A corrupção fragiliza os direitos da comunidade LGBT+ no Brasil e perpetua a exclusão desta comunidade dos espaços formais de poder.
Por Guilherme France, da Transparência Internacional Brasil
A corrupção potencializa todos os males da sociedade, como a desigualdade social, a pobreza, a violência policial, a captura do Estado pelas elites econômicas e marginalização política de grupos minoritários. Assim, não é nenhuma surpresa concluir que a corrupção fragiliza de modo significativo os direitos da comunidade LGBT+ no Brasil e perpetua a exclusão desta comunidade dos espaços formais de poder. Há que se reconhecer, no entanto, que esta conclusão demanda um encontro inédito das agendas de defesa dos direitos LGBT+ e de combate à corrupção e promoção da transparência.

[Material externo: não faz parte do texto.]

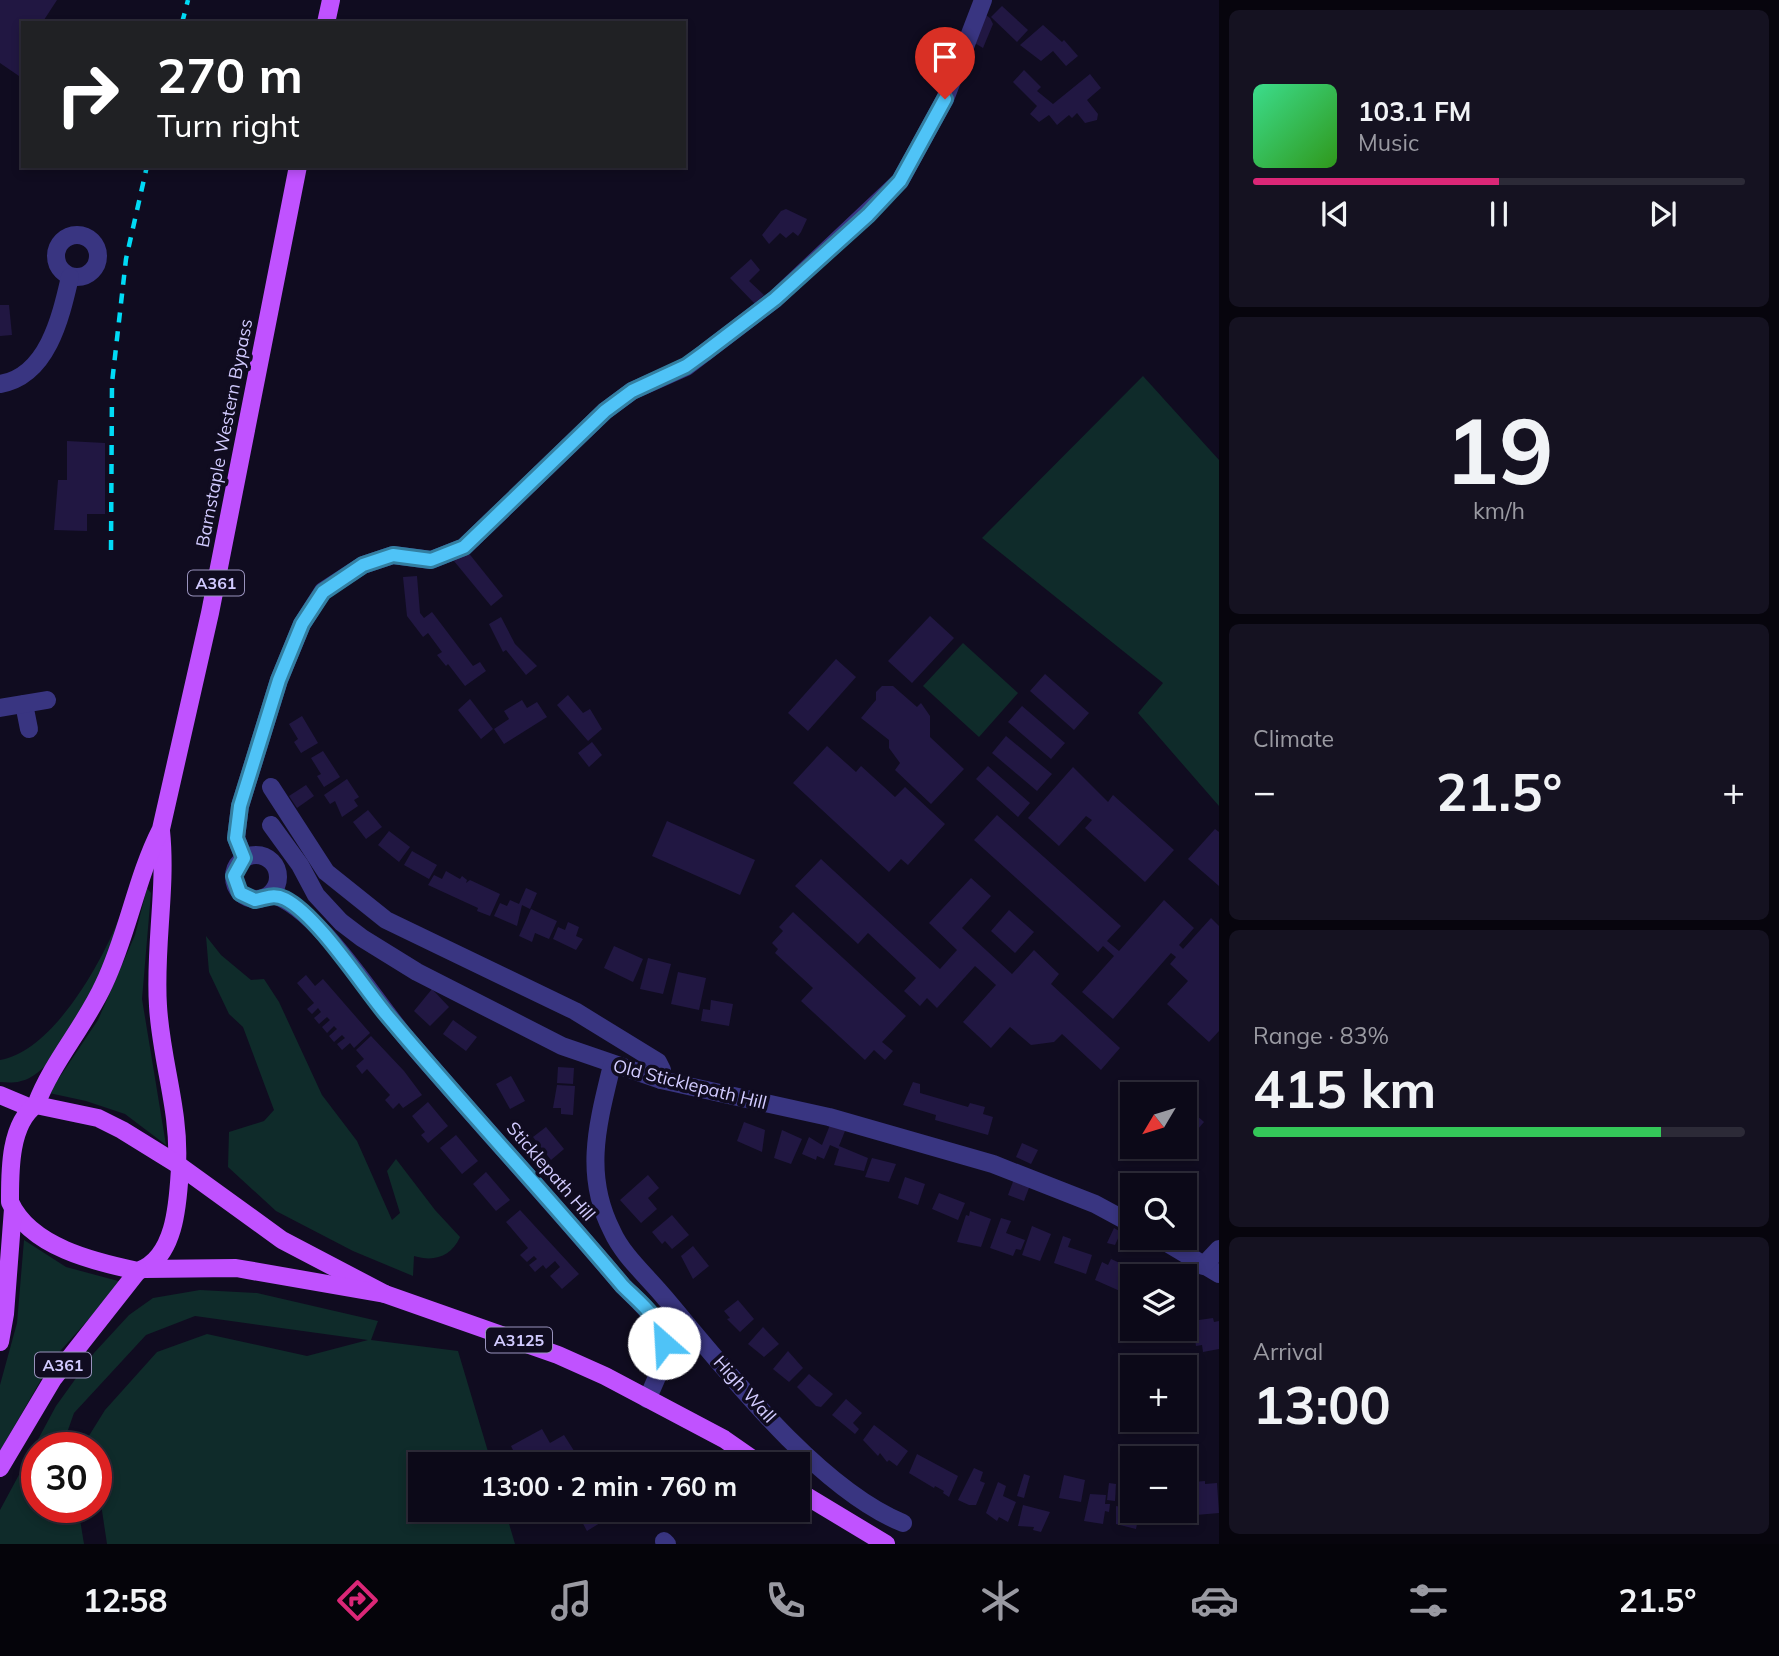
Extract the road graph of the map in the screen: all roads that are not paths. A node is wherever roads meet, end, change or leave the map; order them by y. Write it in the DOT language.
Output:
graph roads {
  1 [pos="331,0"];
  2 [pos="983,0"];
  3 [pos="326,21"];
  4 [pos="298,168"];
  5 [pos="70,277"];
  6 [pos="0,383"];
  7 [pos="47,700"];
  8 [pos="24,704"];
  9 [pos="0,708"];
  10 [pos="29,729"];
  11 [pos="271,787"];
  12 [pos="271,825"];
  13 [pos="161,830"];
  14 [pos="244,858"];
  15 [pos="271,894"];
  16 [pos="612,1065"];
  17 [pos="660,1080"];
  18 [pos="0,1095"];
  19 [pos="33,1106"];
  20 [pos="178,1166"];
  21 [pos="8,1200"];
  22 [pos="1120,1218"];
  23 [pos="1219,1249"];
  24 [pos="1178,1250"];
  25 [pos="142,1270"];
  26 [pos="1211,1270"];
  27 [pos="385,1294"];
  28 [pos="0,1342"];
  29 [pos="647,1399"];
  30 [pos="742,1452"];
  31 [pos="0,1468"];
  32 [pos="810,1498"];
  33 [pos="902,1523"];
  34 [pos="886,1544"];
  1 -- 3 [label="main road"];
  2 -- 14 [label="street"];
  4 -- 13 [label="main road, Barnstaple Western Bypass / A361"];
  5 -- 6 [label="street"];
  7 -- 8 [label="street"];
  8 -- 9 [label="street"];
  8 -- 10 [label="street"];
  11 -- 17 [label="street"];
  12 -- 16 [label="street, Old Sticklepath Hill"];
  13 -- 19 [label="main road, Barnstaple Western Bypass / A361"];
  13 -- 20 [label="main road, Barnstaple Western Bypass / A361"];
  14 -- 15 [label="street"];
  14 -- 15 [label="street"];
  15 -- 29 [label="street, Sticklepath Hill"];
  16 -- 17 [label="street, Old Sticklepath Hill"];
  16 -- 33 [label="street, High Wall"];
  17 -- 22 [label="street, Old Sticklepath Hill"];
  18 -- 19 [label="main road"];
  19 -- 20 [label="main road"];
  19 -- 21 [label="main road"];
  20 -- 25 [label="main road"];
  20 -- 27 [label="main road, A3125"];
  21 -- 25 [label="main road"];
  21 -- 28 [label="main road"];
  23 -- 26 [label="street"];
  24 -- 26 [label="street"];
  25 -- 27 [label="main road, A3125"];
  25 -- 31 [label="main road, A361"];
  27 -- 29 [label="main road, A3125"];
  29 -- 30 [label="main road, A3125"];
  32 -- 34 [label="main road"];
}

São inúmeras as barreiras à participação de pessoas LGBT+ na política, desde o preconceito social disseminado até a mobilização do discurso LGBTfóbico com propósitos eleitoreiros. Pesquisas demonstram como a corrupção, de modo geral, serve de obstáculo adicional à entrada de grupos marginalizados em instâncias formais da política. Arranjos políticos informais, baseados em clientelismo, tráfico de influência e troca de favores, favorecem redes estabelecidas de homens brancos, heteros e cis que já se encontram no poder. Em países altamente corruptos e com políticas partidárias pouco transparentes e democráticas, como o Brasil, essas redes atuam para se manter e se fortalecer por meio da seleção de candidatos de acordo com conexões pessoais, quando não familiares.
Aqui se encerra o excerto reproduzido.